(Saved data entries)
=== Section Start ===
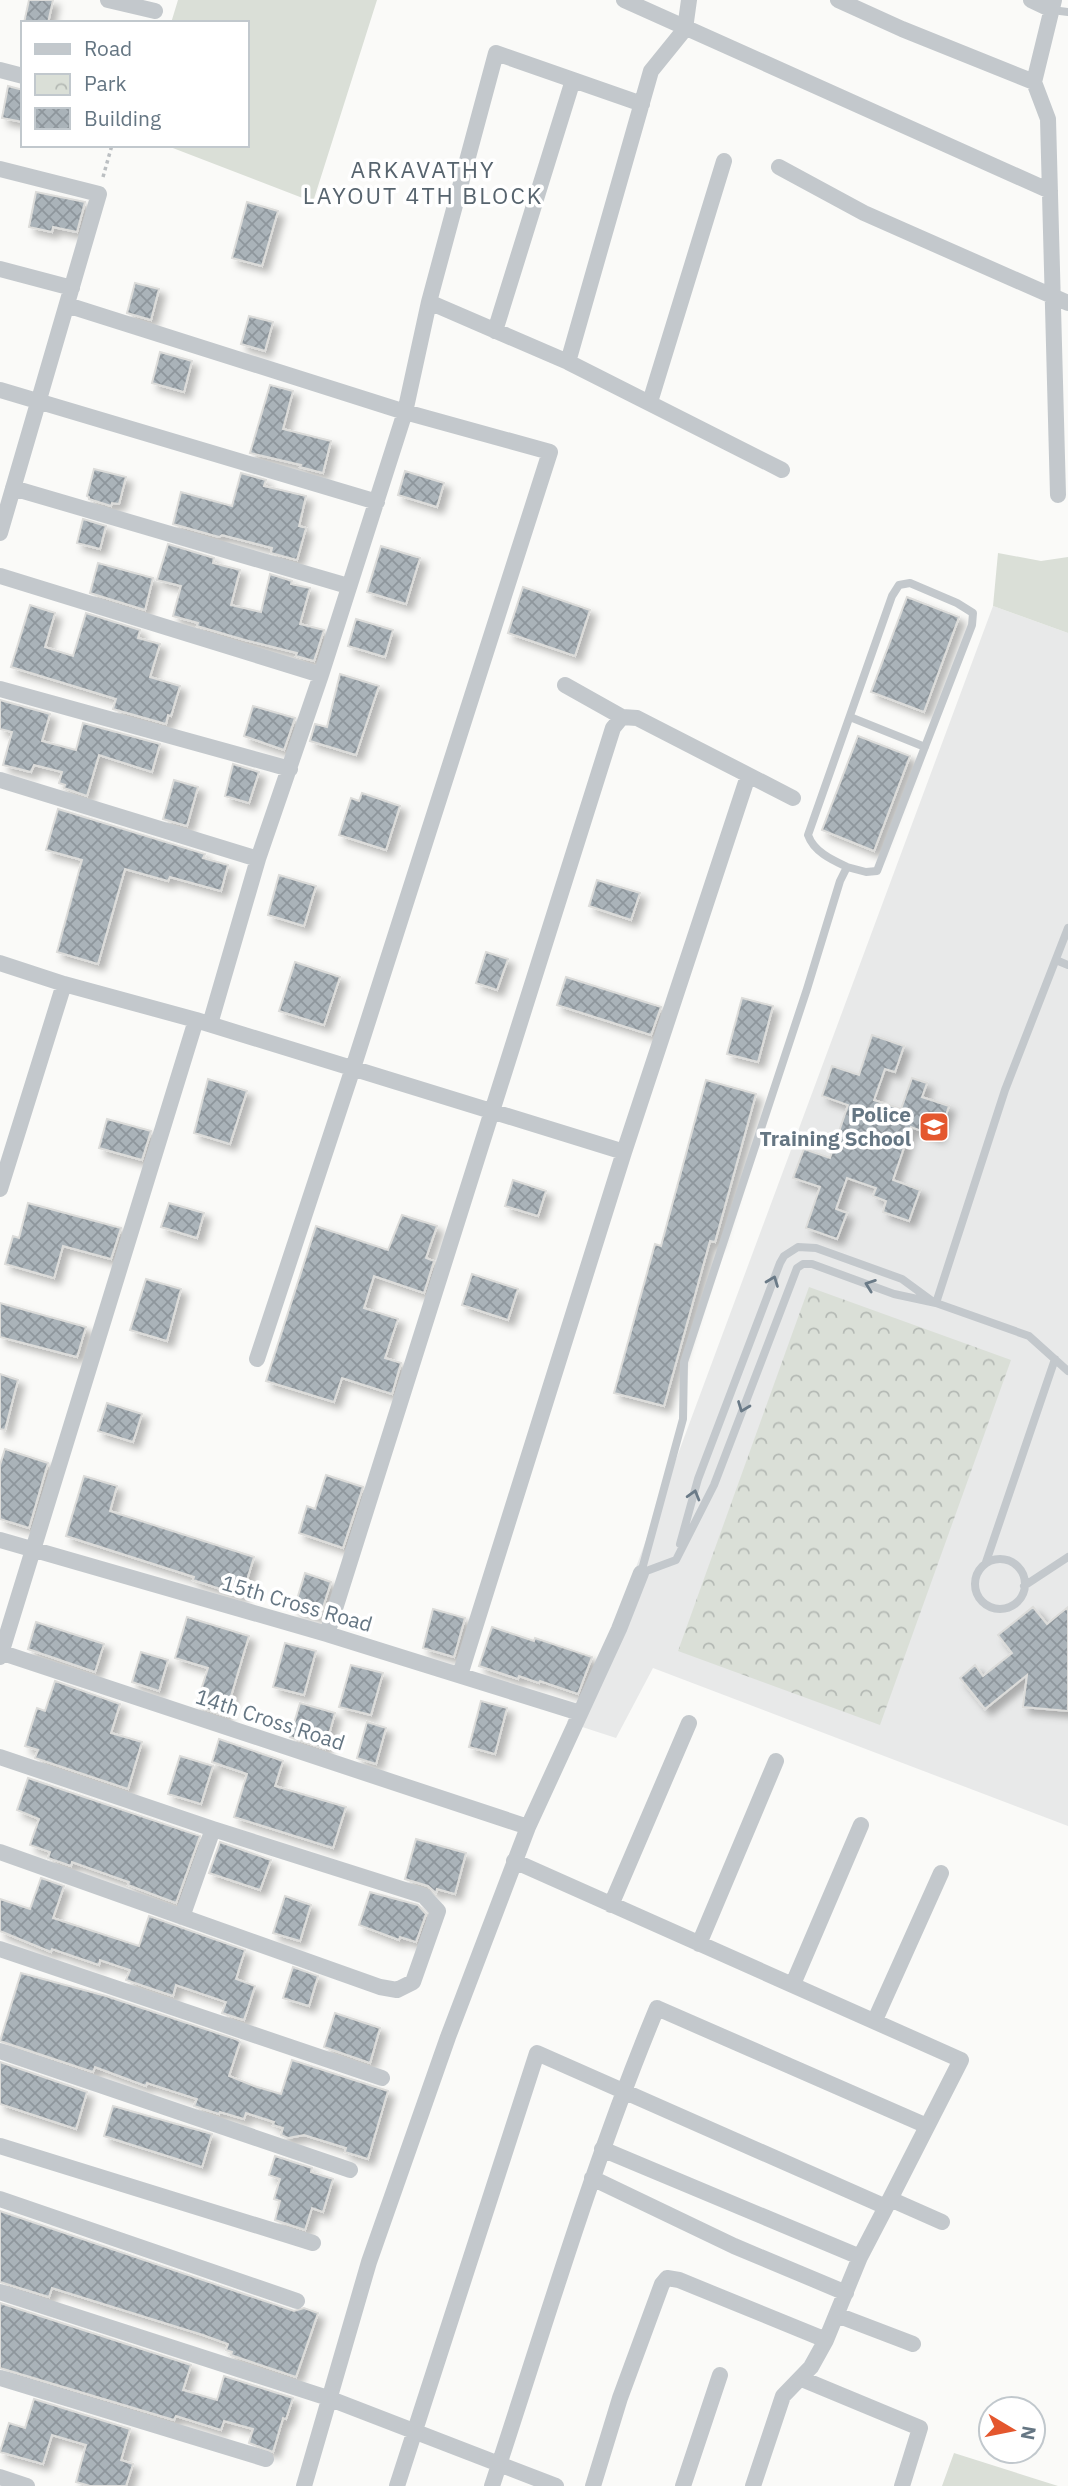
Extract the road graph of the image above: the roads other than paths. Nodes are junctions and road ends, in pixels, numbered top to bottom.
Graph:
1 (108, 0) edge
2 (624, 0) edge
3 (689, 0) edge
4 (838, 0) edge
5 (1031, 0) edge
6 (1059, 8) edge
7 (155, 11) dead end
8 (685, 29) junction
9 (0, 70) edge
10 (21, 75) edge
11 (573, 80) junction
12 (1034, 82) junction
13 (642, 104) junction
14 (724, 161) dead end
15 (779, 167) dead end
16 (0, 169) edge
17 (1050, 191) junction
18 (0, 269) edge
19 (72, 288) junction
20 (1060, 300) edge
21 (429, 302) junction
22 (67, 304) junction
23 (495, 331) junction
24 (568, 362) junction
25 (0, 390) edge
26 (39, 400) junction
27 (650, 402) junction
28 (405, 412) junction
29 (782, 470) dead end
30 (13, 488) junction
31 (1058, 495) dead end
32 (377, 502) junction
33 (3, 512) edge
34 (0, 533) edge
35 (0, 576) edge
36 (348, 586) junction
37 (321, 674) junction
38 (565, 685) dead end
39 (0, 689) edge
40 (622, 717) junction
41 (850, 717) junction
42 (925, 747) junction
43 (289, 769) junction
44 (748, 776) junction
45 (0, 780) edge
46 (793, 798) dead end
47 (258, 859) junction
48 (847, 867) junction
49 (1068, 928) edge
50 (1056, 960) junction
51 (0, 963) edge
52 (1068, 965) edge
53 (64, 984) junction
54 (203, 1022) junction
55 (353, 1068) junction
56 (493, 1112) junction
57 (6, 1149) edge
58 (624, 1152) junction
59 (0, 1189) edge
60 (936, 1303) junction
61 (257, 1359) dead end
62 (1055, 1359) junction
63 (1068, 1371) edge
64 (0, 1540) edge
65 (33, 1549) junction
66 (1068, 1558) edge
67 (676, 1560) junction
68 (986, 1562) junction
69 (642, 1573) junction
70 (1024, 1586) junction
71 (327, 1634) junction
72 (0, 1654) edge
73 (460, 1675) junction
74 (580, 1713) junction
75 (689, 1723) dead end
76 (0, 1756) edge
77 (776, 1762) dead end
78 (861, 1825) dead end
79 (528, 1827) junction
80 (213, 1829) junction
81 (0, 1852) edge
82 (514, 1861) junction
83 (941, 1873) dead end
84 (611, 1905) junction
85 (181, 1917) junction
86 (699, 1944) junction
87 (0, 1949) edge
88 (793, 1984) junction
89 (875, 2020) junction
90 (0, 2051) edge
91 (382, 2078) dead end
92 (623, 2091) junction
93 (927, 2126) junction
94 (0, 2147) edge
95 (602, 2149) junction
96 (350, 2170) dead end
97 (592, 2178) junction
98 (0, 2199) edge
99 (888, 2203) junction
100 (942, 2222) dead end
101 (313, 2243) dead end
102 (860, 2257) junction
103 (0, 2292) edge
104 (846, 2293) junction
105 (297, 2301) dead end
106 (837, 2315) junction
107 (826, 2340) junction
108 (913, 2344) dead end
109 (720, 2375) dead end
110 (0, 2378) edge
111 (802, 2379) junction
112 (328, 2398) junction
113 (414, 2431) junction
114 (265, 2459) dead end
115 (499, 2464) junction
116 (0, 2477) edge
117 (27, 2486) edge
118 (304, 2486) edge
119 (397, 2486) edge
120 (492, 2486) edge
121 (556, 2486) edge
122 (593, 2486) edge
123 (683, 2486) edge
124 (753, 2486) edge
125 (902, 2486) edge

1 - 7 street
2 - 8 street
3 - 8 street
4 - 12 street
5 - 6 street
6 - 12 street
8 - 13 street
8 - 17 street
9 - 10 street
11 - 13 street
11 - 21 street
11 - 23 street
12 - 17 street
13 - 24 street
14 - 27 street
15 - 20 street
16 - 19 street
17 - 20 street
18 - 19 street
19 - 22 street
20 - 31 street
21 - 23 street
21 - 28 street
22 - 26 street
22 - 28 street
23 - 24 street
24 - 27 street
25 - 26 street
26 - 30 street
26 - 32 street
27 - 29 street
28 - 32 street
28 - 55 street
30 - 33 street
30 - 36 street
32 - 36 street
33 - 34 street
35 - 37 street
36 - 37 street
37 - 43 street
38 - 40 street
39 - 43 street
40 - 44 street
40 - 56 street
41 - 42 lane
41 - 42 lane
41 - 48 lane
42 - 48 lane
43 - 47 street
44 - 46 street
44 - 58 street
45 - 47 street
47 - 54 street
48 - 69 lane
49 - 50 lane
50 - 52 lane
50 - 60 lane
51 - 53 street
53 - 54 street
53 - 57 street
54 - 55 street
54 - 65 street
55 - 56 street
55 - 61 street
56 - 58 street
56 - 71 street
57 - 59 street
58 - 73 street
60 - 62 lane
60 -> 67 lane
67 -> 60 lane
62 - 63 lane
62 - 68 lane
64 - 65 street, 15th Cross Road
65 - 71 street, 15th Cross Road
65 - 72 street
66 - 70 lane
67 - 69 lane
68 - 70 lane
68 - 70 lane
69 - 74 street
71 - 73 street, 15th Cross Road
72 - 79 street, 14th Cross Road
73 - 74 street, 15th Cross Road
74 - 79 street
75 - 84 street
76 - 80 street
77 - 86 street
78 - 88 street
79 - 82 street
80 - 85 street
80 - 85 street
81 - 85 street
82 - 84 street
82 - 112 street
83 - 89 street
84 - 86 street
86 - 88 street
87 - 91 street
88 - 89 street
89 - 93 street
90 - 96 street
92 - 93 street
92 - 95 street
92 - 99 street
92 - 113 street
93 - 99 street
94 - 101 street
95 - 97 street
95 - 102 street
97 - 104 street
97 - 115 street
98 - 105 street
99 - 100 street
99 - 102 street
102 - 104 street
103 - 112 street
104 - 106 street
106 - 107 street
106 - 108 street
107 - 111 street
107 - 122 street
109 - 123 street
110 - 114 street
111 - 124 street
111 - 125 street
112 - 113 street
112 - 118 street
113 - 115 street
113 - 119 street
115 - 120 street
115 - 121 street
116 - 117 street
=== Section End ===
• [PROBLEM DESCRIPTION] Where does the string "Cross" appear in the records above? Return every line that holds it.

• [SOLVED PROBLEM]
64 - 65 street, 15th Cross Road
65 - 71 street, 15th Cross Road
71 - 73 street, 15th Cross Road
72 - 79 street, 14th Cross Road
73 - 74 street, 15th Cross Road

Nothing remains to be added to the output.